Go to your dps a different night.

BigHeadBertha · 30/05/2021 16:49

Well, the laws and norms differ according to where you live. Here in the USA, sixteen-year-olds are not considered adults in most cases and for most things and their parents can be held liable.

I would go with that, when deciding how to handle this. If it was here, you should definitely tell the other girl's mother you won't be there when she is expecting that you will be.

A sixteen-year-old is not six but also not thirty. With all due respect, they can surprise you, so careful with being overly confident that your angel would never do anything wrong. It makes people howl with laughter behind your back (especially the sixteen-year-olds).

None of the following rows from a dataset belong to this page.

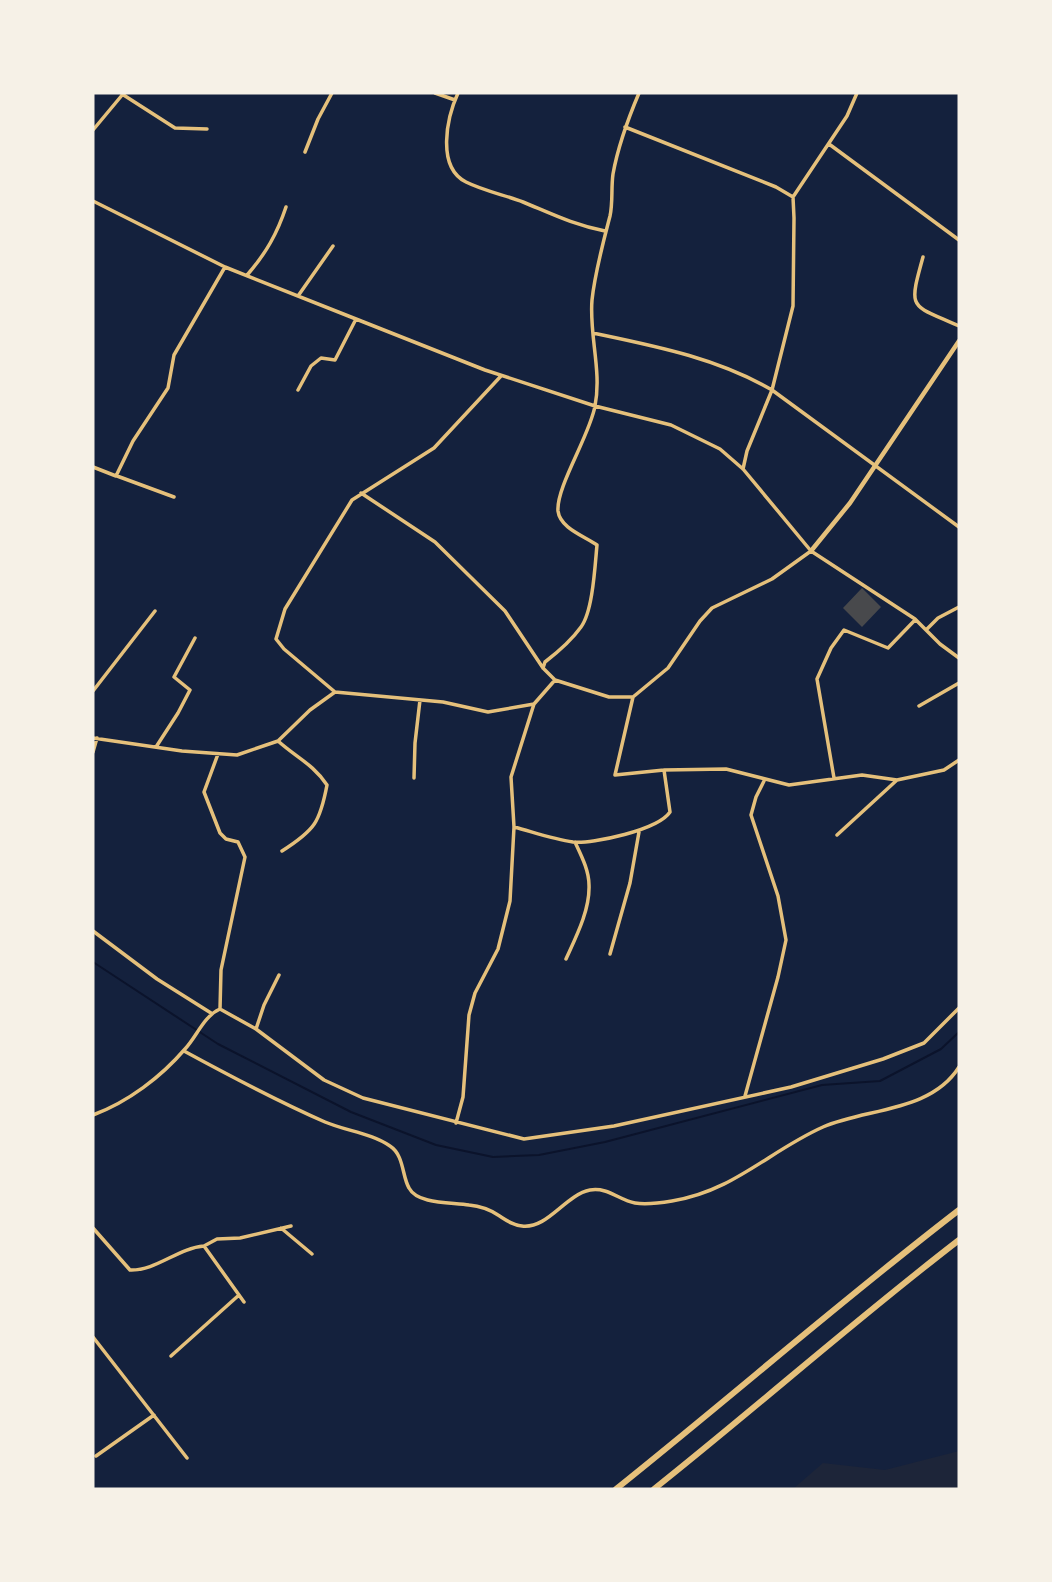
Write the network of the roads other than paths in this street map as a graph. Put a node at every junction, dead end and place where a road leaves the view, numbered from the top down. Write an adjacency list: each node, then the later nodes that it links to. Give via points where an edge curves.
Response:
1 (332, 93): 12 (street)
2 (435, 93): 7 (street)
3 (458, 93): 7 (street)
4 (639, 93): 8 (street)
5 (857, 93): 11 (street)
6 (123, 94): 9 (street, via 175,128); 10 (street)
7 (455, 100): 16 (street, via 446,140 454,172 464,182 575,225)
8 (625, 127): 13 (street); 16 (street)
9 (206, 129)
10 (93, 130)
11 (829, 144): 13 (street); 17 (street)
12 (305, 152)
13 (793, 197): 29 (street, via 793,306)
14 (93, 201): 20 (street)
15 (286, 207): 21 (street, via 278,233)
16 (605, 231): 25 (street, via 592,300)
17 (959, 240)
18 (333, 246): 22 (street)
19 (923, 257): 24 (street, via 914,301)
20 (225, 267): 21 (street); 34 (street, via 174,355 168,388)
21 (247, 275): 22 (street)
22 (299, 296): 23 (street)
23 (356, 319): 27 (street); 28 (street, via 335,360 321,358 311,366)
24 (959, 326)
25 (593, 333): 29 (street, via 703,359 744,373); 30 (street)
26 (959, 341): 31 (street)
27 (501, 376): 30 (street); 35 (street, via 434,448)
28 (298, 390)
29 (772, 390): 31 (street); 33 (street)
30 (595, 406): 33 (street, via 671,425 720,449); 45 (street, via 559,496 558,512 563,523 597,545 589,604 583,625)
31 (876, 465): 37 (street); 38 (street)
32 (93, 467): 34 (street)
33 (743, 469): 38 (street)
34 (116, 475): 36 (street)
35 (361, 493): 45 (street, via 444,551 505,611); 49 (street, via 352,500 285,609 275,639)
36 (174, 497)
37 (959, 527)
38 (811, 551): 41 (street); 50 (street, via 772,579 712,608 668,668)
39 (959, 607): 42 (street)
40 (155, 611): 48 (street)
41 (915, 619): 42 (street); 62 (street, via 888,648 844,630 831,648 817,680)
42 (928, 629): 44 (street)
43 (195, 638): 56 (street, via 174,677 190,690)
44 (959, 658)
45 (542, 668): 46 (street)
46 (555, 680): 50 (street, via 609,697); 52 (street)
47 (959, 683): 53 (street)
48 (93, 691)
49 (335, 692): 51 (street); 55 (street)
50 (633, 697): 60 (street, via 615,775)
51 (420, 699): 52 (street, via 488,712); 61 (street)
52 (534, 704): 65 (street, via 512,777)
53 (919, 706)
54 (95, 738): 56 (street); 57 (street)
55 (278, 741): 58 (street, via 237,755); 69 (street, via 296,758 315,767 327,785 319,820)
56 (156, 747): 58 (street)
57 (93, 752)
58 (218, 754): 75 (street, via 204,792 220,833 238,842 245,857 221,970)
59 (959, 760): 64 (street, via 944,770)
60 (664, 770): 63 (street, via 726,769); 66 (street, via 670,812)
61 (414, 778)
62 (834, 778): 63 (street, via 789,785); 64 (street, via 862,775)
63 (764, 780): 80 (street, via 751,815 778,896 786,940)
64 (897, 780): 67 (street)
65 (514, 827): 68 (street); 82 (street, via 510,901 498,949 469,1015 463,1097)
66 (639, 832): 68 (street); 71 (street)
67 (837, 835)
68 (575, 842): 72 (street, via 590,886 582,923)
69 (282, 851)
70 (93, 931): 76 (street)
71 (610, 954)
72 (566, 959)
73 (279, 975): 77 (street)
74 (959, 1008): 80 (street, via 924,1042 909,1049 791,1087)
75 (220, 1009): 76 (street); 77 (street)
76 (211, 1013): 78 (street)
77 (256, 1029): 82 (street, via 324,1080 363,1098)
78 (184, 1051): 79 (street, via 328,1124 390,1146 409,1188 419,1196 486,1209 526,1227 589,1191 607,1191 638,1203 704,1194 820,1128 930,1095 949,1082); 81 (street, via 147,1085)
79 (959, 1067)
80 (745, 1096): 82 (street, via 542,1138 524,1139)
81 (93, 1115)
82 (456, 1123)
83 (959, 1210): 97 (highway)
84 (291, 1226): 86 (street)
85 (93, 1228): 88 (street, via 130,1270 142,1270 190,1247)
86 (281, 1228): 88 (street, via 240,1238 217,1238); 89 (street)
87 (959, 1240): 98 (highway)
88 (204, 1246): 90 (street)
89 (312, 1254)
90 (239, 1295): 91 (street); 93 (street)
91 (244, 1303)
92 (93, 1337): 94 (street)
93 (171, 1356)
94 (154, 1415): 95 (street); 96 (street)
95 (96, 1455)
96 (187, 1458)
97 (616, 1489)
98 (654, 1489)

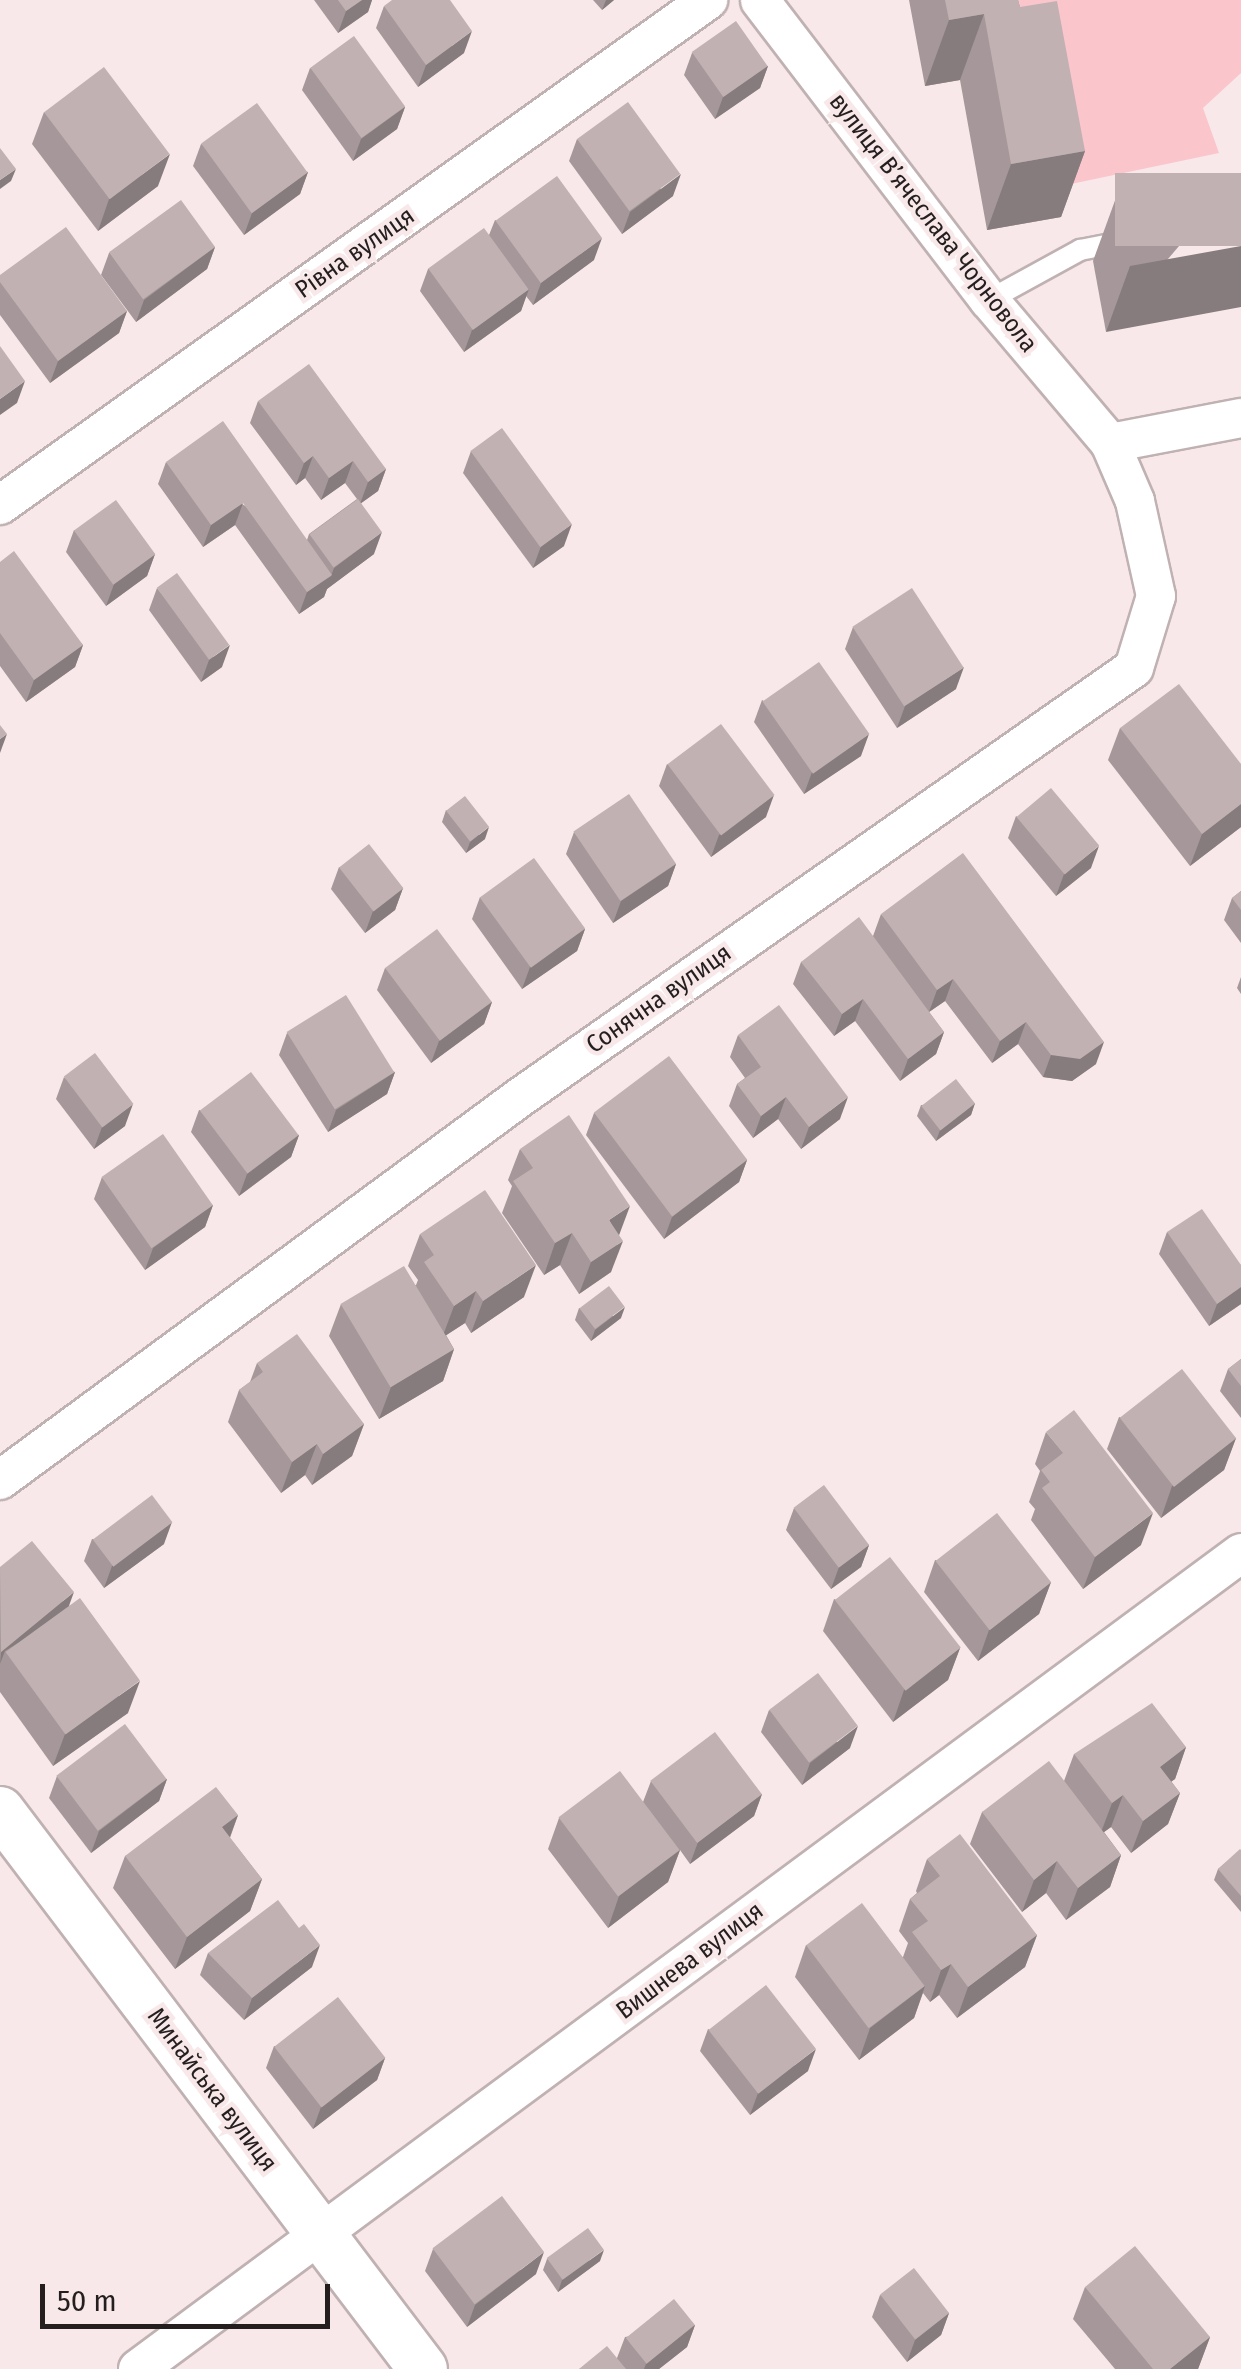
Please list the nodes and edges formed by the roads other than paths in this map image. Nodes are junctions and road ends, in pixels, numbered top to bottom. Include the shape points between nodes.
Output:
1 (708, 0) edge
2 (760, 0) edge
3 (1147, 237) edge
4 (990, 300) junction
5 (1241, 418) edge
6 (1110, 442) junction
7 (0, 505) edge
8 (0, 1480) edge
9 (1241, 1553) edge
10 (0, 1811) edge
11 (321, 2234) junction
12 (138, 2369) edge
13 (423, 2369) edge

1 - 7 street, Рівна вулиця
2 - 4 street, вулиця Вʼячеслава Чорновола
3 - 4 lane via 1080,250
4 - 6 street, вулиця Вʼячеслава Чорновола
5 - 6 street
6 - 8 street, Сонячна вулиця via 1135,501 1156,596 1134,668 519,1098
9 - 11 street, Вишнева вулиця
10 - 11 street, Минайська вулиця
11 - 12 street, Вишнева вулиця
11 - 13 street, Минайська вулиця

Also, with something going on here that's enough of an issue to do a thread about, why can't you just tell your boyfriend you'll see him another night? He must have a magical dingus!

2bazookas · 30/05/2021 16:52

Of course you must tell the other parent, because you know she won't approve.

How would you feel if DD went to a sleep over where the parents concealed from you the fact they would not be there?

IveNameChangedAgain2020 · 30/05/2021 16:54

Magical Dingus 😂😂😂

MintyMabel · 30/05/2021 16:54

I should have said I have zero concerns about parties or alcohol.

Aww bless. My mum thought that too. I even have used the “other mum is uptight” bullshit excuse as well.

Inertia · 30/05/2021 16:55

You already know the mother is uncomfortable about sleepovers, so it’s a fair bet that she would not be happy about the girls being left alone. It takes a pretty spiteful mother to sabotage her teenage daughter’s friendships by deliberately making plans which would upset the other parent. It really doesn’t matter when any of us would leave our children overnight , it’s a decision for that parent to make.

It’s also irrelevant how sensible the girls are- they wouldn’t be the first teenagers to be overwhelmed by other people turning up at the house.

OhHarry · 30/05/2021 16:57

@SatansHelper

I should have said I have zero concerns about parties or alcohol.
That is stupid in itself. No offence, but I don't think saying your daughter has more sense than you is indicative of much.
nothingcanhurtmewithmyeyesshut · 30/05/2021 17:01

You can get married and have kids of your own at 16! She's not a child!